= Beginning of Section =
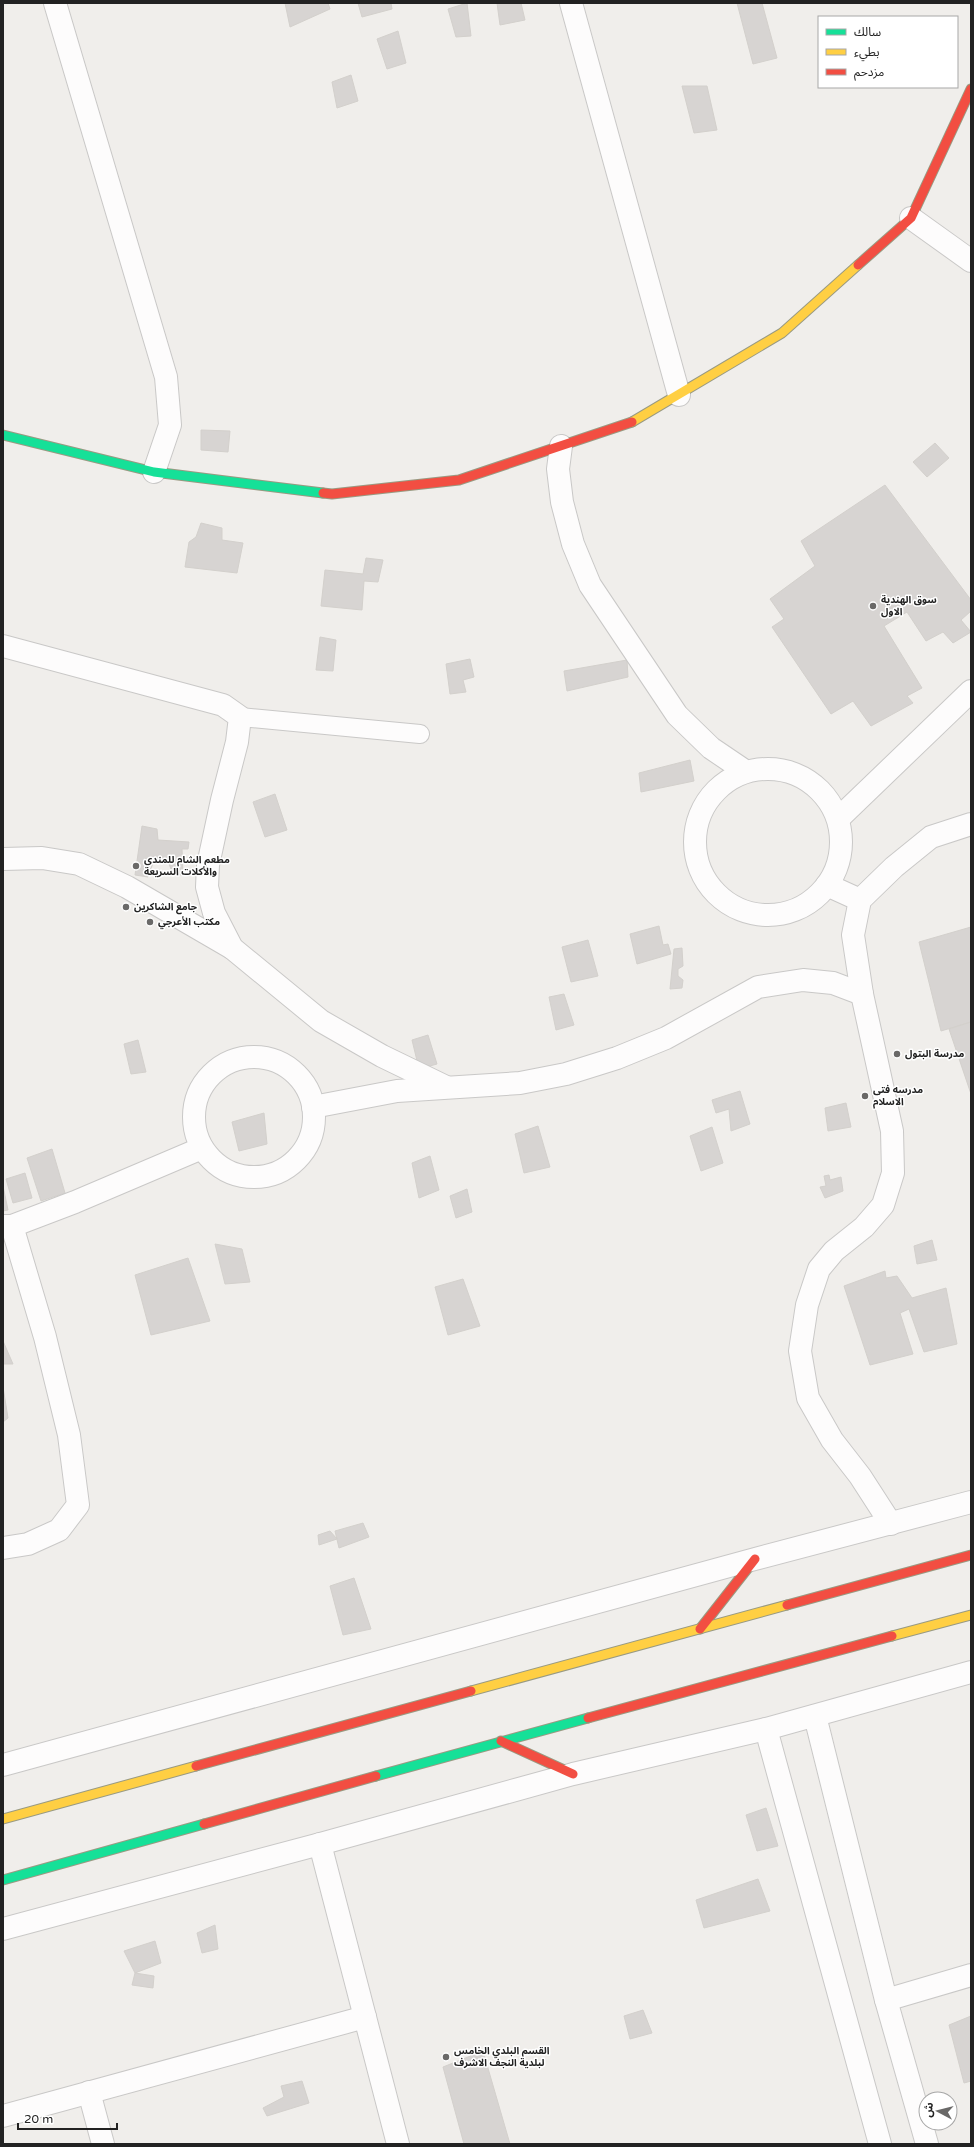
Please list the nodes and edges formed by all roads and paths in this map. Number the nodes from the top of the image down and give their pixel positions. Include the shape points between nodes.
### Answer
1 (55, 3) edge
2 (571, 3) edge
3 (971, 89) edge
4 (911, 218) junction
5 (971, 261) edge
6 (679, 395) junction
7 (3, 435) edge
8 (561, 446) junction
9 (154, 472) junction
10 (3, 646) edge
11 (971, 691) edge
12 (240, 716) junction
13 (420, 734) dead end
14 (745, 771) junction
15 (839, 818) junction
16 (971, 824) edge
17 (3, 858) edge
18 (827, 885) junction
19 (860, 900) junction
20 (232, 948) junction
21 (862, 994) junction
22 (446, 1087) junction
23 (313, 1107) junction
24 (202, 1148) junction
25 (8, 1226) edge
26 (971, 1502) edge
27 (892, 1524) junction
28 (3, 1548) edge
29 (971, 1555) edge
30 (755, 1559) junction
31 (971, 1615) edge
32 (700, 1629) junction
33 (971, 1672) edge
34 (815, 1716) junction
35 (766, 1729) junction
36 (500, 1741) junction
37 (3, 1765) edge
38 (573, 1774) junction
39 (3, 1819) edge
40 (320, 1844) junction
41 (3, 1880) edge
42 (3, 1928) edge
43 (971, 1975) edge
44 (886, 2000) junction
45 (365, 2018) junction
46 (89, 2092) junction
47 (3, 2116) edge
48 (103, 2144) edge
49 (398, 2144) edge
50 (880, 2144) edge
51 (928, 2144) edge

1 - 9 street via 166,377 170,425
2 - 6 street
3 - 4 main road
4 - 5 street
4 - 6 main road via 782,333
6 - 8 main road via 636,421
7 - 9 main road
8 - 9 main road via 459,480 332,494
8 - 14 street via 558,469 562,502 573,544 590,585 677,715 711,748
10 - 12 street via 223,705
11 - 15 street
12 - 13 lane
12 - 20 street via 237,742 208,865 207,887 214,914
14 - 15 street via 774,767 802,775 824,793
14 - 18 street via 720,785 702,808 695,836 698,865 712,890 735,908 763,916 792,912 817,898
15 - 18 street via 842,847 835,875
16 - 19 street via 931,838 894,867
17 - 20 street via 42,858 79,864 127,887
18 - 19 street
19 - 21 street via 853,935
20 - 22 street via 322,1021 382,1056
21 - 22 street via 833,983 803,980 758,987 666,1038 617,1058 566,1074 520,1083
21 - 27 street via 892,1131 893,1174 883,1205 864,1227 834,1251 819,1269 807,1305 800,1351 808,1398 832,1440
22 - 23 street via 397,1091
23 - 24 street via 312,1131 303,1152 285,1168 263,1176 240,1175 218,1166
23 - 24 street via 305,1085 289,1067 268,1058 244,1057 222,1065 205,1081 195,1102 194,1126
24 - 25 street via 75,1202
25 - 28 street via 45,1336 69,1435 78,1505 59,1530 28,1544
26 - 27 street
27 - 30 street
29 - 32 main road
30 - 32 main road
30 - 37 street
31 - 36 main road
32 - 39 main road
33 - 34 street
34 - 35 street
34 - 44 street
35 - 38 street
35 - 50 street
36 - 38 main road
36 - 41 main road
38 - 40 street
40 - 42 street
40 - 45 street
43 - 44 street
44 - 51 street
45 - 46 street
45 - 49 street
46 - 47 street
46 - 48 street

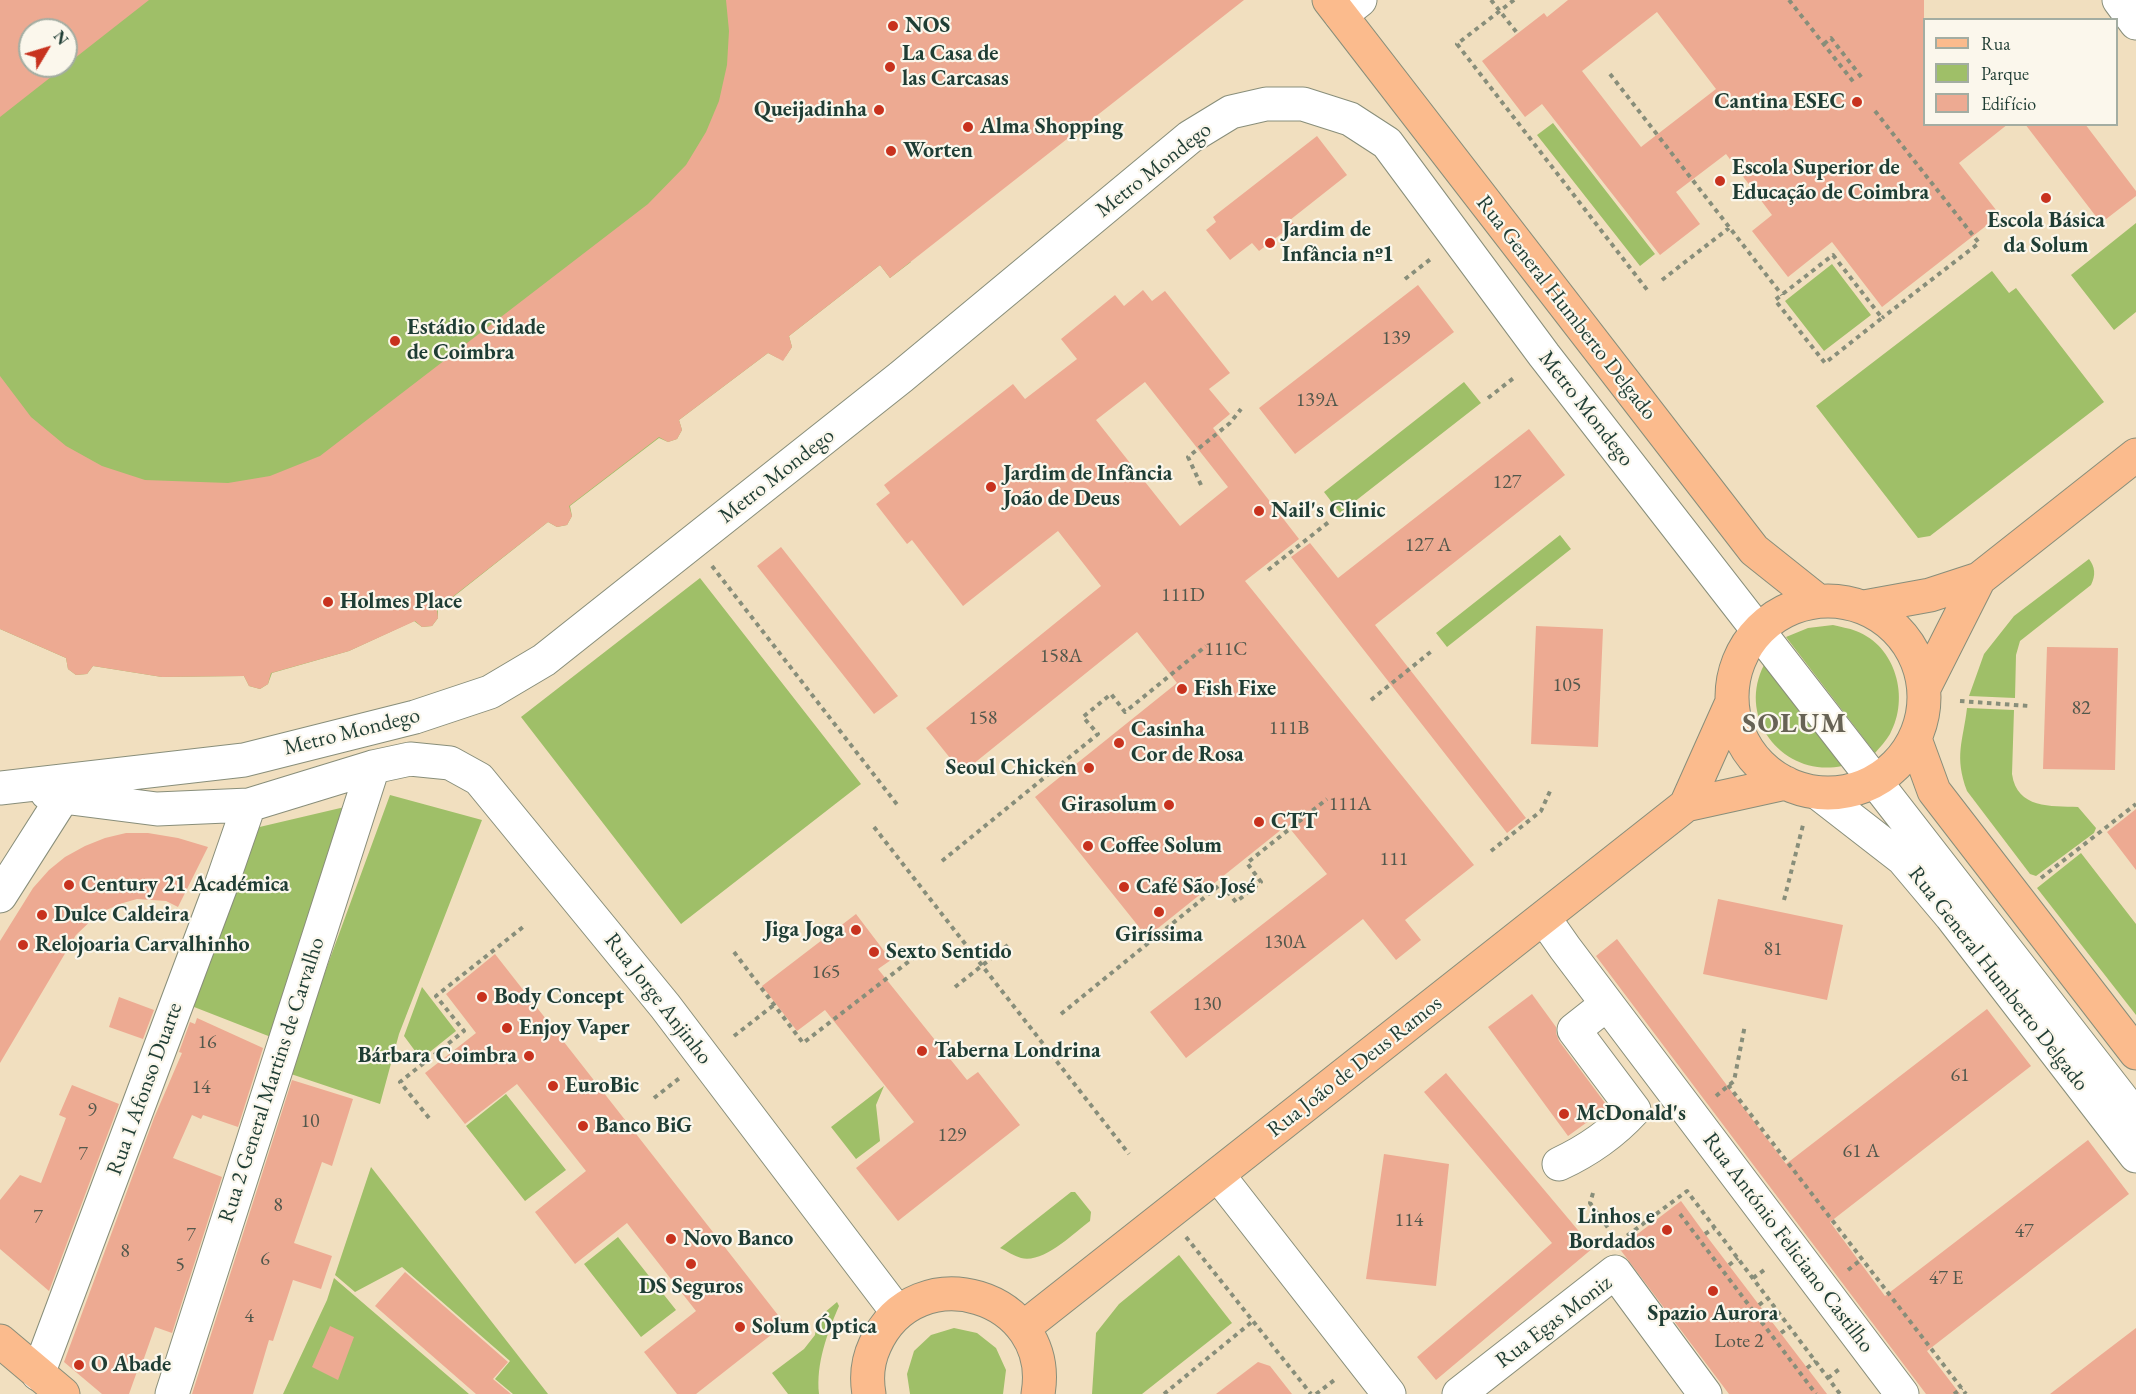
= End of Section =
§ What this task involves:
Filter by the word "main": copy every line of the data that holds it.

§ Solution for this exercise:
3 - 4 main road
4 - 6 main road via 782,333
6 - 8 main road via 636,421
7 - 9 main road
8 - 9 main road via 459,480 332,494
29 - 32 main road
30 - 32 main road
31 - 36 main road
32 - 39 main road
36 - 38 main road
36 - 41 main road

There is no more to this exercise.